Top of Material provided

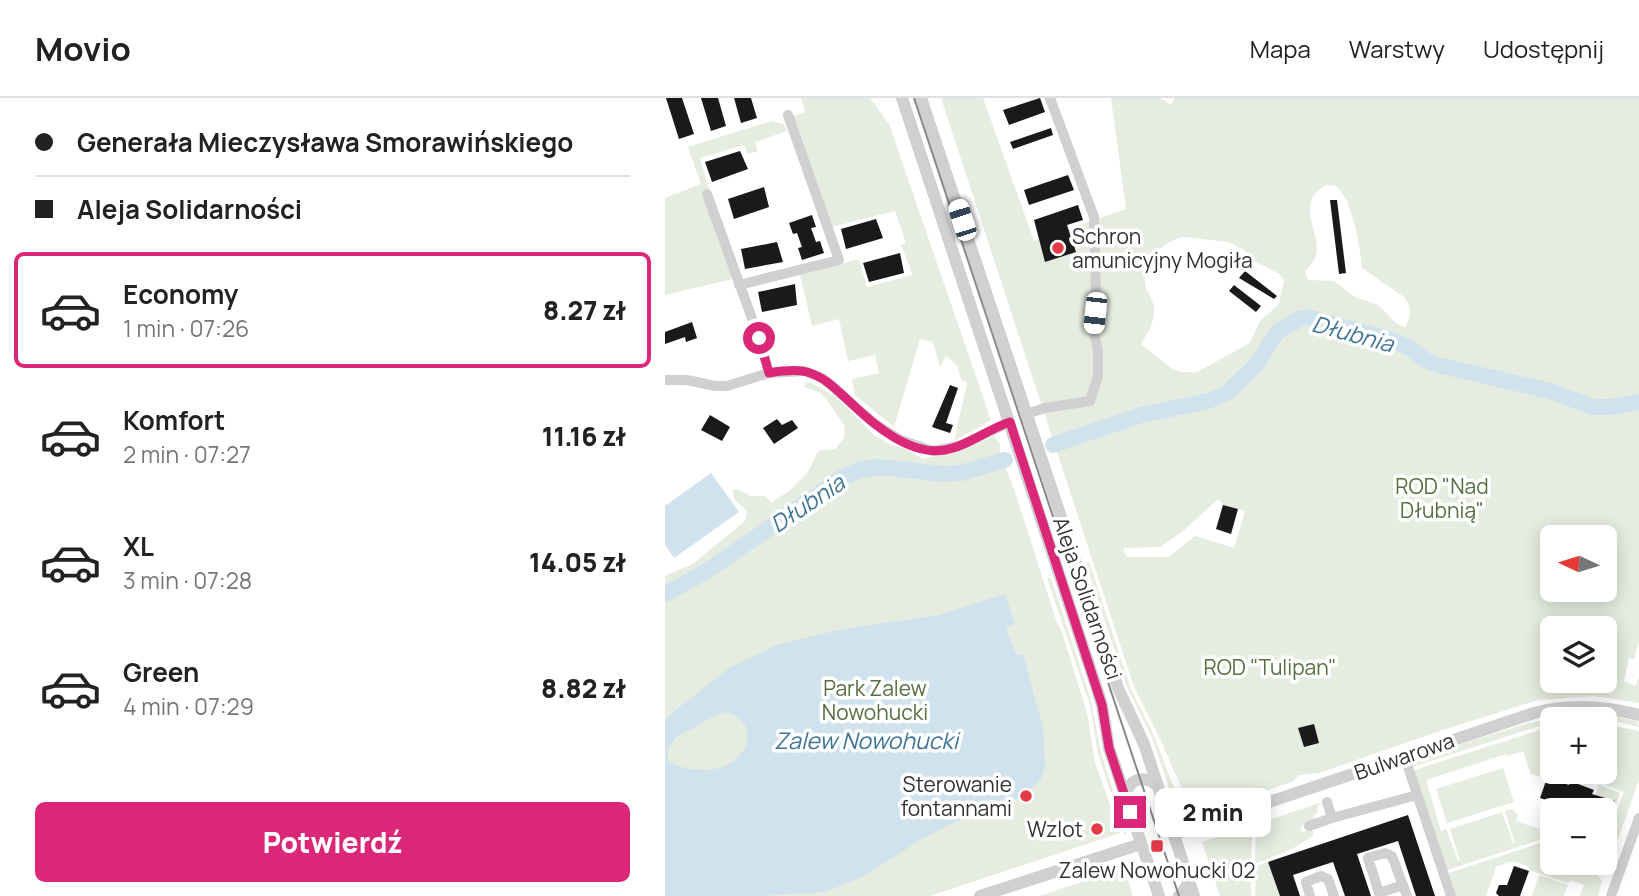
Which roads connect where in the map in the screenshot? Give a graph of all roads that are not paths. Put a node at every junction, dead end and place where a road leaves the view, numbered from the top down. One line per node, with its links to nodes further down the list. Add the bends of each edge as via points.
1 (902, 98): 10 (street, Aleja Solidarności)
2 (921, 98): 9 (street, Aleja Solidarności)
3 (1050, 98): 9 (street, via 1094,217 1097,296 1093,329 1098,376 1090,401)
4 (788, 115): 6 (street, via 839,260)
5 (707, 194): 6 (street)
6 (739, 285): 7 (street)
7 (769, 373): 8 (street, via 727,386); 10 (street, via 797,370 824,379 875,424 923,449 959,446)
8 (665, 380)
9 (1026, 414): 13 (street, Aleja Solidarności, via 1118,688)
10 (1010, 422): 15 (street, Aleja Solidarności, via 1102,705 1109,748)
11 (1639, 715): 12 (street, Bulwarowa, via 1587,707 1547,710)
12 (1403, 755): 14 (street); 20 (street, Bulwarowa)
13 (1157, 785): 15 (street, via 1145,778 1136,780); 20 (street, Aleja Solidarności)
14 (1417, 795): 17 (street); 29 (street)
15 (1125, 798): 21 (street, Aleja Solidarności)
16 (1327, 802): 17 (street)
17 (1332, 818): 19 (street)
18 (1639, 818): 30 (street)
19 (1309, 826)
20 (1174, 834): 22 (street, Aleja Solidarności)
21 (1141, 844): 23 (street, Aleja Solidarności); 24 (street)
22 (1189, 878): 25 (street); 26 (street, Aleja Solidarności)
23 (1160, 894)
24 (980, 896)
25 (1179, 896)
26 (1194, 896)
27 (1310, 896): 28 (street, via 1306,882 1324,876)
28 (1334, 896)
29 (1451, 896)
30 (1611, 896)

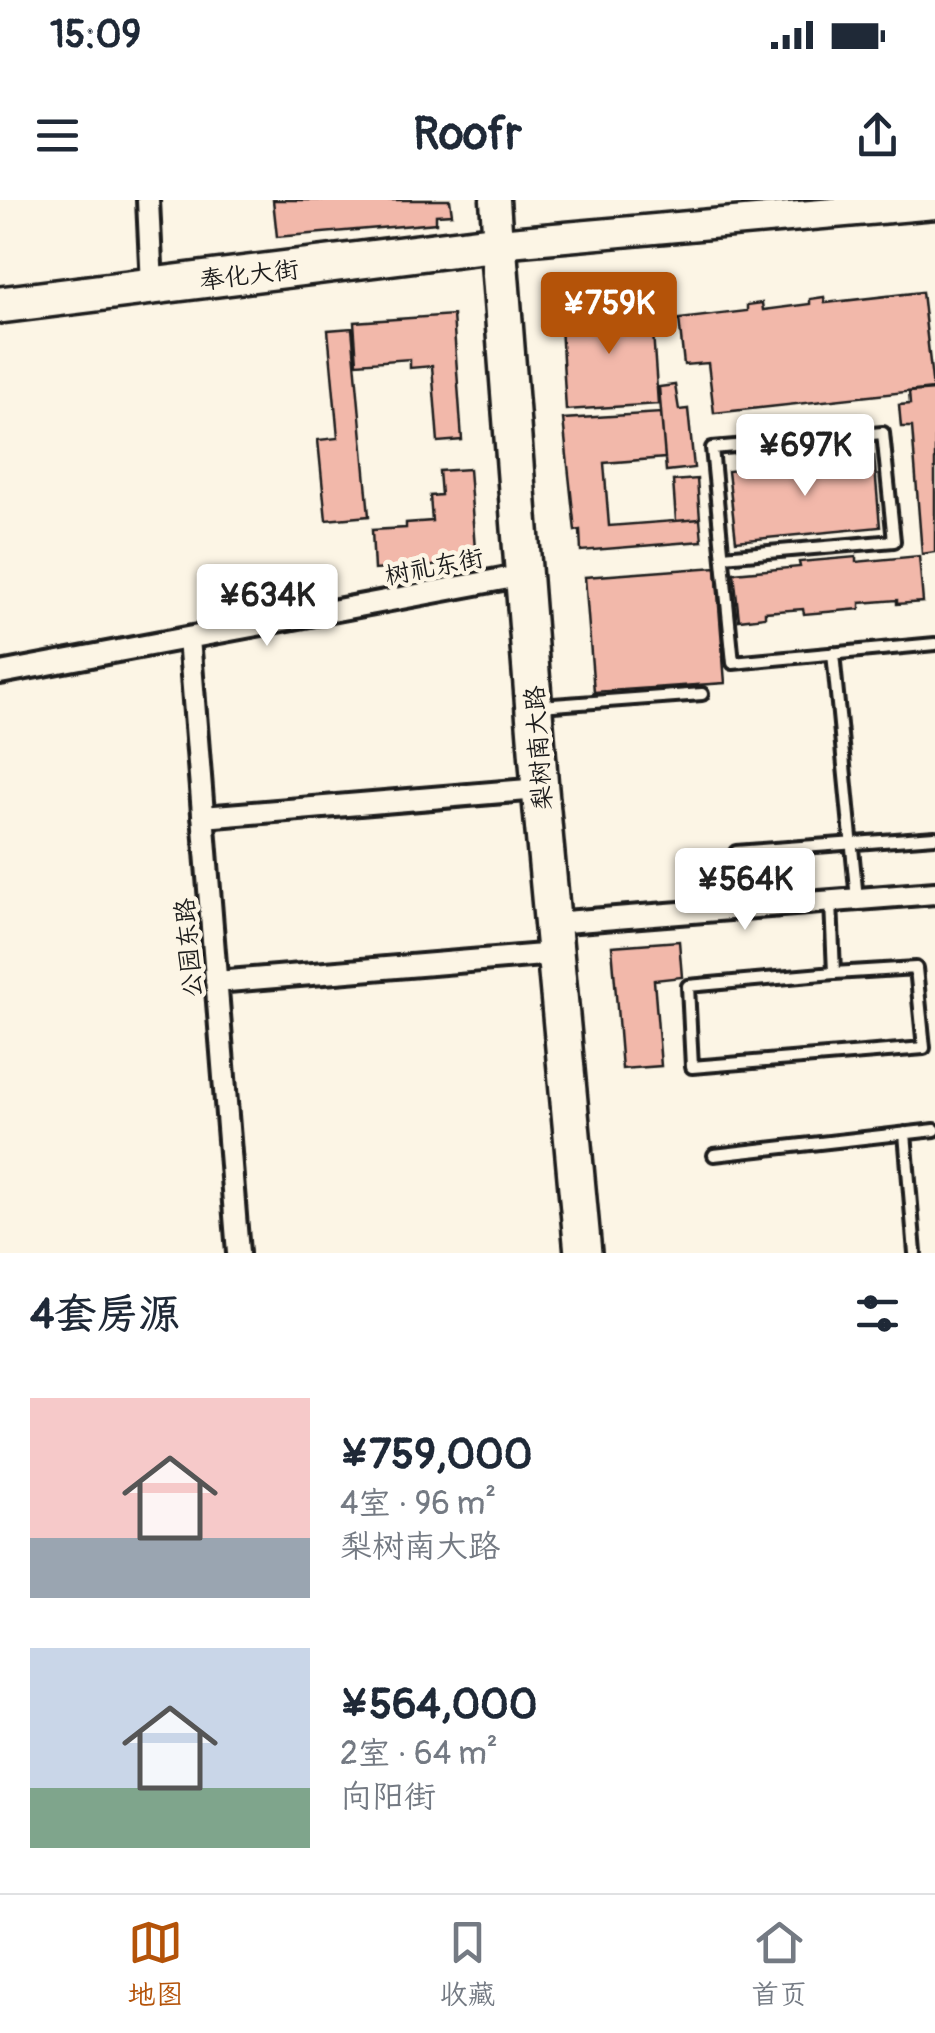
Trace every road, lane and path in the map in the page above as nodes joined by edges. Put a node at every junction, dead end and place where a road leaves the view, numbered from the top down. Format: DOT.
graph roads {
  1 [pos="148,200"];
  2 [pos="494,200"];
  3 [pos="935,204"];
  4 [pos="852,206"];
  5 [pos="498,243"];
  6 [pos="152,286"];
  7 [pos="0,305"];
  8 [pos="723,556"];
  9 [pos="524,575"];
  10 [pos="189,638"];
  11 [pos="935,644"];
  12 [pos="833,654"];
  13 [pos="0,673"];
  14 [pos="702,694"];
  15 [pos="534,707"];
  16 [pos="540,789"];
  17 [pos="203,817"];
  18 [pos="935,837"];
  19 [pos="852,844"];
  20 [pos="736,852"];
  21 [pos="935,893"];
  22 [pos="857,899"];
  23 [pos="831,901"];
  24 [pos="554,939"];
  25 [pos="834,973"];
  26 [pos="216,982"];
  27 [pos="935,1130"];
  28 [pos="905,1134"];
  29 [pos="714,1156"];
  30 [pos="238,1253"];
  31 [pos="583,1253"];
  32 [pos="914,1253"];
  1 -- 6 [label="street"];
  2 -- 5 [label="main road"];
  3 -- 4 [label="main road"];
  4 -- 5 [label="main road"];
  5 -- 6 [label="highway, 奉化大街"];
  5 -- 9 [label="highway, 梨树南大路"];
  6 -- 7 [label="highway, 奉化大街"];
  8 -- 8 [label="lane"];
  8 -- 12 [label="lane"];
  9 -- 10 [label="street, 树礼东街"];
  9 -- 15 [label="highway, 梨树南大路"];
  10 -- 13 [label="street, 树礼东街"];
  10 -- 17 [label="street, 公园东路"];
  11 -- 12 [label="lane"];
  12 -- 19 [label="lane"];
  14 -- 15 [label="lane"];
  15 -- 16 [label="highway, 梨树南大路"];
  16 -- 17 [label="street"];
  16 -- 24 [label="highway, 梨树南大路"];
  17 -- 26 [label="street, 公园东路"];
  18 -- 19 [label="lane"];
  19 -- 20 [label="lane"];
  19 -- 22 [label="lane"];
  21 -- 22 [label="street"];
  22 -- 23 [label="street"];
  23 -- 24 [label="street"];
  23 -- 25 [label="lane"];
  24 -- 26 [label="street"];
  24 -- 31 [label="highway, 梨树南大路"];
  25 -- 25 [label="lane"];
  26 -- 30 [label="street, 公园东路"];
  27 -- 28 [label="lane"];
  28 -- 29 [label="lane"];
  28 -- 32 [label="lane"];
}
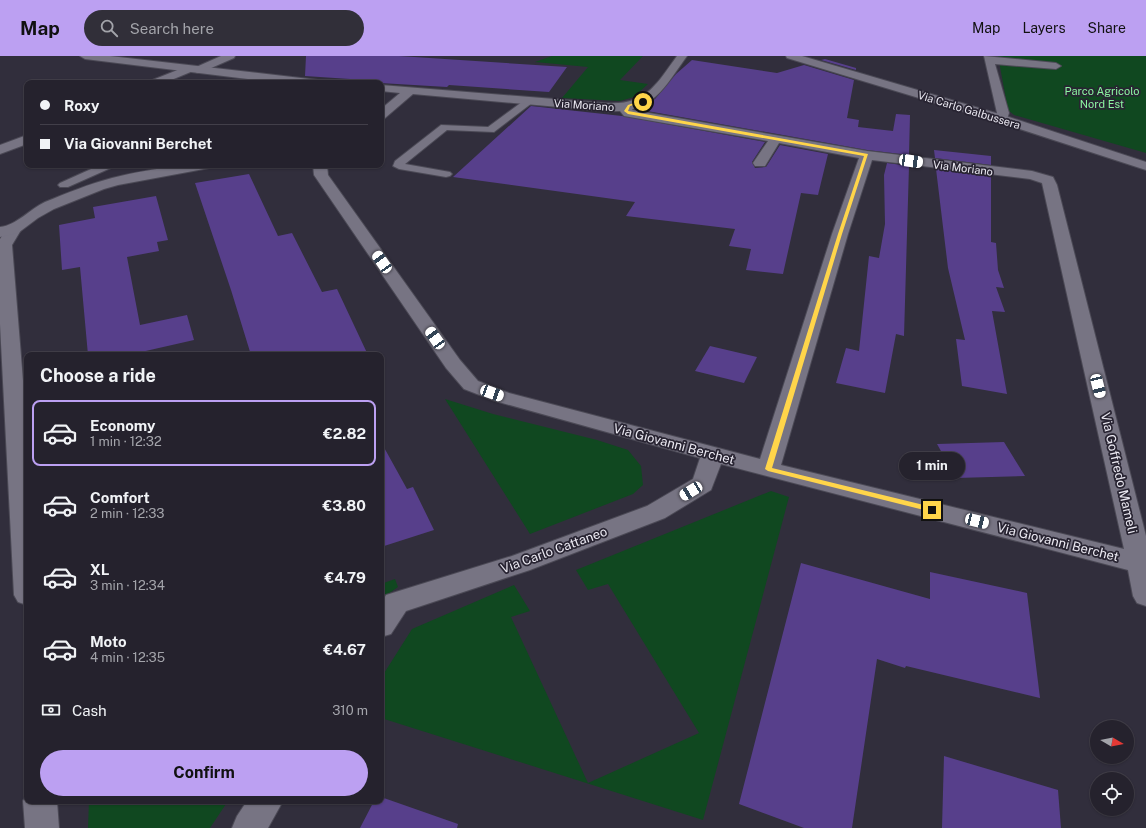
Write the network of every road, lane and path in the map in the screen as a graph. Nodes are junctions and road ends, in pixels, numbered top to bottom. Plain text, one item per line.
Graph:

Bottom of Material provided

**Exercise objective:** Every entry must be written out exactly, with all pictures left out.

**Worked solution:**
Which roads connect where in the map in the screenshot? Give a graph of all roads that are not paths. Put a node at every junction, dead end and place where a road leaves the view, numbered from the top down. One line per node, with its links to nodes further down the list. Add the bends of each edge as via points.
1 (902, 98): 10 (street, Aleja Solidarności)
2 (921, 98): 9 (street, Aleja Solidarności)
3 (1050, 98): 9 (street, via 1094,217 1097,296 1093,329 1098,376 1090,401)
4 (788, 115): 6 (street, via 839,260)
5 (707, 194): 6 (street)
6 (739, 285): 7 (street)
7 (769, 373): 8 (street, via 727,386); 10 (street, via 797,370 824,379 875,424 923,449 959,446)
8 (665, 380)
9 (1026, 414): 13 (street, Aleja Solidarności, via 1118,688)
10 (1010, 422): 15 (street, Aleja Solidarności, via 1102,705 1109,748)
11 (1639, 715): 12 (street, Bulwarowa, via 1587,707 1547,710)
12 (1403, 755): 14 (street); 20 (street, Bulwarowa)
13 (1157, 785): 15 (street, via 1145,778 1136,780); 20 (street, Aleja Solidarności)
14 (1417, 795): 17 (street); 29 (street)
15 (1125, 798): 21 (street, Aleja Solidarności)
16 (1327, 802): 17 (street)
17 (1332, 818): 19 (street)
18 (1639, 818): 30 (street)
19 (1309, 826)
20 (1174, 834): 22 (street, Aleja Solidarności)
21 (1141, 844): 23 (street, Aleja Solidarności); 24 (street)
22 (1189, 878): 25 (street); 26 (street, Aleja Solidarności)
23 (1160, 894)
24 (980, 896)
25 (1179, 896)
26 (1194, 896)
27 (1310, 896): 28 (street, via 1306,882 1324,876)
28 (1334, 896)
29 (1451, 896)
30 (1611, 896)

Trace every road, lane and path in the map in the page above as nodes joined by edges. Put a node at every junction, dead end and place where a road leaves the view, numbered from the top down. Format: DOT.
graph roads {
  1 [pos="148,200"];
  2 [pos="494,200"];
  3 [pos="935,204"];
  4 [pos="852,206"];
  5 [pos="498,243"];
  6 [pos="152,286"];
  7 [pos="0,305"];
  8 [pos="723,556"];
  9 [pos="524,575"];
  10 [pos="189,638"];
  11 [pos="935,644"];
  12 [pos="833,654"];
  13 [pos="0,673"];
  14 [pos="702,694"];
  15 [pos="534,707"];
  16 [pos="540,789"];
  17 [pos="203,817"];
  18 [pos="935,837"];
  19 [pos="852,844"];
  20 [pos="736,852"];
  21 [pos="935,893"];
  22 [pos="857,899"];
  23 [pos="831,901"];
  24 [pos="554,939"];
  25 [pos="834,973"];
  26 [pos="216,982"];
  27 [pos="935,1130"];
  28 [pos="905,1134"];
  29 [pos="714,1156"];
  30 [pos="238,1253"];
  31 [pos="583,1253"];
  32 [pos="914,1253"];
  1 -- 6 [label="street"];
  2 -- 5 [label="main road"];
  3 -- 4 [label="main road"];
  4 -- 5 [label="main road"];
  5 -- 6 [label="highway, 奉化大街"];
  5 -- 9 [label="highway, 梨树南大路"];
  6 -- 7 [label="highway, 奉化大街"];
  8 -- 8 [label="lane"];
  8 -- 12 [label="lane"];
  9 -- 10 [label="street, 树礼东街"];
  9 -- 15 [label="highway, 梨树南大路"];
  10 -- 13 [label="street, 树礼东街"];
  10 -- 17 [label="street, 公园东路"];
  11 -- 12 [label="lane"];
  12 -- 19 [label="lane"];
  14 -- 15 [label="lane"];
  15 -- 16 [label="highway, 梨树南大路"];
  16 -- 17 [label="street"];
  16 -- 24 [label="highway, 梨树南大路"];
  17 -- 26 [label="street, 公园东路"];
  18 -- 19 [label="lane"];
  19 -- 20 [label="lane"];
  19 -- 22 [label="lane"];
  21 -- 22 [label="street"];
  22 -- 23 [label="street"];
  23 -- 24 [label="street"];
  23 -- 25 [label="lane"];
  24 -- 26 [label="street"];
  24 -- 31 [label="highway, 梨树南大路"];
  25 -- 25 [label="lane"];
  26 -- 30 [label="street, 公园东路"];
  27 -- 28 [label="lane"];
  28 -- 29 [label="lane"];
  28 -- 32 [label="lane"];
}
Write the network of every road, lane and path in the map in the screen as a graph. Nodes are junctions and road ends, in pixels, numbered top to bottom. Plain text, one item per line.
Graph:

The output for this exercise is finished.